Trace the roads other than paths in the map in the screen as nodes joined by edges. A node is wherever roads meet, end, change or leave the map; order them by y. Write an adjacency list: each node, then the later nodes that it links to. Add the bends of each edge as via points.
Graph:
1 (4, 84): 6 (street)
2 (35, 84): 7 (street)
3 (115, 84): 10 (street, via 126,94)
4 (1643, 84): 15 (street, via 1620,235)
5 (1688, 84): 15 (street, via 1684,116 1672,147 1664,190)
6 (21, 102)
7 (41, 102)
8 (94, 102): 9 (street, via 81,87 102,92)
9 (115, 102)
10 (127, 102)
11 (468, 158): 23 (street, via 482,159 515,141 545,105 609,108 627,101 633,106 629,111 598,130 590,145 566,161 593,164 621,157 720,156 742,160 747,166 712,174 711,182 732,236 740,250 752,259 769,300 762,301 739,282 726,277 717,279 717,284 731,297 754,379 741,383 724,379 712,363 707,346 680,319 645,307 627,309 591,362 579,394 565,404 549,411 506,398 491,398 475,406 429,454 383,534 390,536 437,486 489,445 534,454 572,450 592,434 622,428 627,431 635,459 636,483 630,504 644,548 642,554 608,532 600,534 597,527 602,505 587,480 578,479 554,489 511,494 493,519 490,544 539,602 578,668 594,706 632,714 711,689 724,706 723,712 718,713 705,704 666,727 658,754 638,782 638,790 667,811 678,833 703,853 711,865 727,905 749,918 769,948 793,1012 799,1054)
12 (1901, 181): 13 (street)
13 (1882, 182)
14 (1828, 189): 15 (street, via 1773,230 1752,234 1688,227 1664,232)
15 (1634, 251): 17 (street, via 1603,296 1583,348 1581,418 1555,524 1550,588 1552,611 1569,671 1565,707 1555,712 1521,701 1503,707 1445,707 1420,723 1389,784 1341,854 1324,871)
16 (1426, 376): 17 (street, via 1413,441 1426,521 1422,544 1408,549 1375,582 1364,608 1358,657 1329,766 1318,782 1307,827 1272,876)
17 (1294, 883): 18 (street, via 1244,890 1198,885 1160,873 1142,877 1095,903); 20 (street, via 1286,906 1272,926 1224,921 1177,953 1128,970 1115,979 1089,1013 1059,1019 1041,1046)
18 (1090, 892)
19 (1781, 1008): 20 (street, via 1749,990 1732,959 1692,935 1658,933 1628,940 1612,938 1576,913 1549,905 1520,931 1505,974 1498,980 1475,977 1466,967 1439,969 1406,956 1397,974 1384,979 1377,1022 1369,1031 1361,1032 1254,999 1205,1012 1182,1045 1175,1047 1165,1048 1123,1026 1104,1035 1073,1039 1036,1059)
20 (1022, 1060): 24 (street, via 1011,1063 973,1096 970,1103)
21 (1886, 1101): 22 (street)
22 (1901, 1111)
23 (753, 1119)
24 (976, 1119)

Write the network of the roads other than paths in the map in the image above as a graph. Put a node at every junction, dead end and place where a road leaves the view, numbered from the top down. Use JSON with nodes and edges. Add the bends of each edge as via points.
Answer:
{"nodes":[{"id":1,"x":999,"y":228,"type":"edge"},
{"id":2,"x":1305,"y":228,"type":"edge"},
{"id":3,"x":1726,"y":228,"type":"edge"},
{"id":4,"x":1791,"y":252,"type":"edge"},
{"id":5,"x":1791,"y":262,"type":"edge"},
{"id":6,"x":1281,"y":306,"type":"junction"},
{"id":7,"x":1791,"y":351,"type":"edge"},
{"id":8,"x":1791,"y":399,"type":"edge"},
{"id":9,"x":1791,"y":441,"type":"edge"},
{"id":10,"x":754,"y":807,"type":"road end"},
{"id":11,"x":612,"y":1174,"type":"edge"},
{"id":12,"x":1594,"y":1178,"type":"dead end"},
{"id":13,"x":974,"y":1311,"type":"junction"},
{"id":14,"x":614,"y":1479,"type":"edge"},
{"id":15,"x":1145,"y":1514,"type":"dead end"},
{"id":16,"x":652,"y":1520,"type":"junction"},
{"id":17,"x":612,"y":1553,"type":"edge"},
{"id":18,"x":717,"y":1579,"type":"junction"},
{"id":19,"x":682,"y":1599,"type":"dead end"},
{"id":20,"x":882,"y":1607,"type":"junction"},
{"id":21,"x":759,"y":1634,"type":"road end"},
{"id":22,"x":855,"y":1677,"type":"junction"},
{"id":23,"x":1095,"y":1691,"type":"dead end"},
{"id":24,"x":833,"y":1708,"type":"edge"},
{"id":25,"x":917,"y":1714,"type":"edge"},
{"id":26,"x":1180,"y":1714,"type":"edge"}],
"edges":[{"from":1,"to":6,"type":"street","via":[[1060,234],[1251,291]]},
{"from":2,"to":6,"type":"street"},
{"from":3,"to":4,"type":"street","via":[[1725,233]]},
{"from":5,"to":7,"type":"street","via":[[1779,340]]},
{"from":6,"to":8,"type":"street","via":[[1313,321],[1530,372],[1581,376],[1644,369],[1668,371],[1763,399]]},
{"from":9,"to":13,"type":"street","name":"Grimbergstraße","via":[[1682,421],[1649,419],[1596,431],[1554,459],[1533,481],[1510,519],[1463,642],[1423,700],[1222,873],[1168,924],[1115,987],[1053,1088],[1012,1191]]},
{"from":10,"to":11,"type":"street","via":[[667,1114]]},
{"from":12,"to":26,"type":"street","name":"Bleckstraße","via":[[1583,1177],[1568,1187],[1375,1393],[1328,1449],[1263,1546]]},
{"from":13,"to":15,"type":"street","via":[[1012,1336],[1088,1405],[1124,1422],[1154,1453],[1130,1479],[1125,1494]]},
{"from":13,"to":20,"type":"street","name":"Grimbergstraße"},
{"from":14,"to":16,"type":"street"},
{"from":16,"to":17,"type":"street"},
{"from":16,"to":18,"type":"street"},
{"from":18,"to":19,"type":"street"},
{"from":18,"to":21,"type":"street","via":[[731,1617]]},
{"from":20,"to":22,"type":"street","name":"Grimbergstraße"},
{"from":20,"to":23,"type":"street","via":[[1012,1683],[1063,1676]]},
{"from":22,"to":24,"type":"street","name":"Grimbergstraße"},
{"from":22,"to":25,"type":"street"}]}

****

> **Task description**: Restate the material above exactly, leaving nothing out.

> **Task answer**:
Trace the roads other than paths in the map in the screen as nodes joined by edges. A node is wherever roads meet, end, change or leave the map; order them by y. Write an adjacency list: each node, then the later nodes that it links to. Add the bends of each edge as via points.
Graph:
1 (4, 84): 6 (street)
2 (35, 84): 7 (street)
3 (115, 84): 10 (street, via 126,94)
4 (1643, 84): 15 (street, via 1620,235)
5 (1688, 84): 15 (street, via 1684,116 1672,147 1664,190)
6 (21, 102)
7 (41, 102)
8 (94, 102): 9 (street, via 81,87 102,92)
9 (115, 102)
10 (127, 102)
11 (468, 158): 23 (street, via 482,159 515,141 545,105 609,108 627,101 633,106 629,111 598,130 590,145 566,161 593,164 621,157 720,156 742,160 747,166 712,174 711,182 732,236 740,250 752,259 769,300 762,301 739,282 726,277 717,279 717,284 731,297 754,379 741,383 724,379 712,363 707,346 680,319 645,307 627,309 591,362 579,394 565,404 549,411 506,398 491,398 475,406 429,454 383,534 390,536 437,486 489,445 534,454 572,450 592,434 622,428 627,431 635,459 636,483 630,504 644,548 642,554 608,532 600,534 597,527 602,505 587,480 578,479 554,489 511,494 493,519 490,544 539,602 578,668 594,706 632,714 711,689 724,706 723,712 718,713 705,704 666,727 658,754 638,782 638,790 667,811 678,833 703,853 711,865 727,905 749,918 769,948 793,1012 799,1054)
12 (1901, 181): 13 (street)
13 (1882, 182)
14 (1828, 189): 15 (street, via 1773,230 1752,234 1688,227 1664,232)
15 (1634, 251): 17 (street, via 1603,296 1583,348 1581,418 1555,524 1550,588 1552,611 1569,671 1565,707 1555,712 1521,701 1503,707 1445,707 1420,723 1389,784 1341,854 1324,871)
16 (1426, 376): 17 (street, via 1413,441 1426,521 1422,544 1408,549 1375,582 1364,608 1358,657 1329,766 1318,782 1307,827 1272,876)
17 (1294, 883): 18 (street, via 1244,890 1198,885 1160,873 1142,877 1095,903); 20 (street, via 1286,906 1272,926 1224,921 1177,953 1128,970 1115,979 1089,1013 1059,1019 1041,1046)
18 (1090, 892)
19 (1781, 1008): 20 (street, via 1749,990 1732,959 1692,935 1658,933 1628,940 1612,938 1576,913 1549,905 1520,931 1505,974 1498,980 1475,977 1466,967 1439,969 1406,956 1397,974 1384,979 1377,1022 1369,1031 1361,1032 1254,999 1205,1012 1182,1045 1175,1047 1165,1048 1123,1026 1104,1035 1073,1039 1036,1059)
20 (1022, 1060): 24 (street, via 1011,1063 973,1096 970,1103)
21 (1886, 1101): 22 (street)
22 (1901, 1111)
23 (753, 1119)
24 (976, 1119)

Write the network of the roads other than paths in the map in the image above as a graph. Put a node at every junction, dead end and place where a road leaves the view, numbered from the top down. Use JSON with nodes and edges. Add the bends of each edge as via points.
Answer:
{"nodes":[{"id":1,"x":999,"y":228,"type":"edge"},
{"id":2,"x":1305,"y":228,"type":"edge"},
{"id":3,"x":1726,"y":228,"type":"edge"},
{"id":4,"x":1791,"y":252,"type":"edge"},
{"id":5,"x":1791,"y":262,"type":"edge"},
{"id":6,"x":1281,"y":306,"type":"junction"},
{"id":7,"x":1791,"y":351,"type":"edge"},
{"id":8,"x":1791,"y":399,"type":"edge"},
{"id":9,"x":1791,"y":441,"type":"edge"},
{"id":10,"x":754,"y":807,"type":"road end"},
{"id":11,"x":612,"y":1174,"type":"edge"},
{"id":12,"x":1594,"y":1178,"type":"dead end"},
{"id":13,"x":974,"y":1311,"type":"junction"},
{"id":14,"x":614,"y":1479,"type":"edge"},
{"id":15,"x":1145,"y":1514,"type":"dead end"},
{"id":16,"x":652,"y":1520,"type":"junction"},
{"id":17,"x":612,"y":1553,"type":"edge"},
{"id":18,"x":717,"y":1579,"type":"junction"},
{"id":19,"x":682,"y":1599,"type":"dead end"},
{"id":20,"x":882,"y":1607,"type":"junction"},
{"id":21,"x":759,"y":1634,"type":"road end"},
{"id":22,"x":855,"y":1677,"type":"junction"},
{"id":23,"x":1095,"y":1691,"type":"dead end"},
{"id":24,"x":833,"y":1708,"type":"edge"},
{"id":25,"x":917,"y":1714,"type":"edge"},
{"id":26,"x":1180,"y":1714,"type":"edge"}],
"edges":[{"from":1,"to":6,"type":"street","via":[[1060,234],[1251,291]]},
{"from":2,"to":6,"type":"street"},
{"from":3,"to":4,"type":"street","via":[[1725,233]]},
{"from":5,"to":7,"type":"street","via":[[1779,340]]},
{"from":6,"to":8,"type":"street","via":[[1313,321],[1530,372],[1581,376],[1644,369],[1668,371],[1763,399]]},
{"from":9,"to":13,"type":"street","name":"Grimbergstraße","via":[[1682,421],[1649,419],[1596,431],[1554,459],[1533,481],[1510,519],[1463,642],[1423,700],[1222,873],[1168,924],[1115,987],[1053,1088],[1012,1191]]},
{"from":10,"to":11,"type":"street","via":[[667,1114]]},
{"from":12,"to":26,"type":"street","name":"Bleckstraße","via":[[1583,1177],[1568,1187],[1375,1393],[1328,1449],[1263,1546]]},
{"from":13,"to":15,"type":"street","via":[[1012,1336],[1088,1405],[1124,1422],[1154,1453],[1130,1479],[1125,1494]]},
{"from":13,"to":20,"type":"street","name":"Grimbergstraße"},
{"from":14,"to":16,"type":"street"},
{"from":16,"to":17,"type":"street"},
{"from":16,"to":18,"type":"street"},
{"from":18,"to":19,"type":"street"},
{"from":18,"to":21,"type":"street","via":[[731,1617]]},
{"from":20,"to":22,"type":"street","name":"Grimbergstraße"},
{"from":20,"to":23,"type":"street","via":[[1012,1683],[1063,1676]]},
{"from":22,"to":24,"type":"street","name":"Grimbergstraße"},
{"from":22,"to":25,"type":"street"}]}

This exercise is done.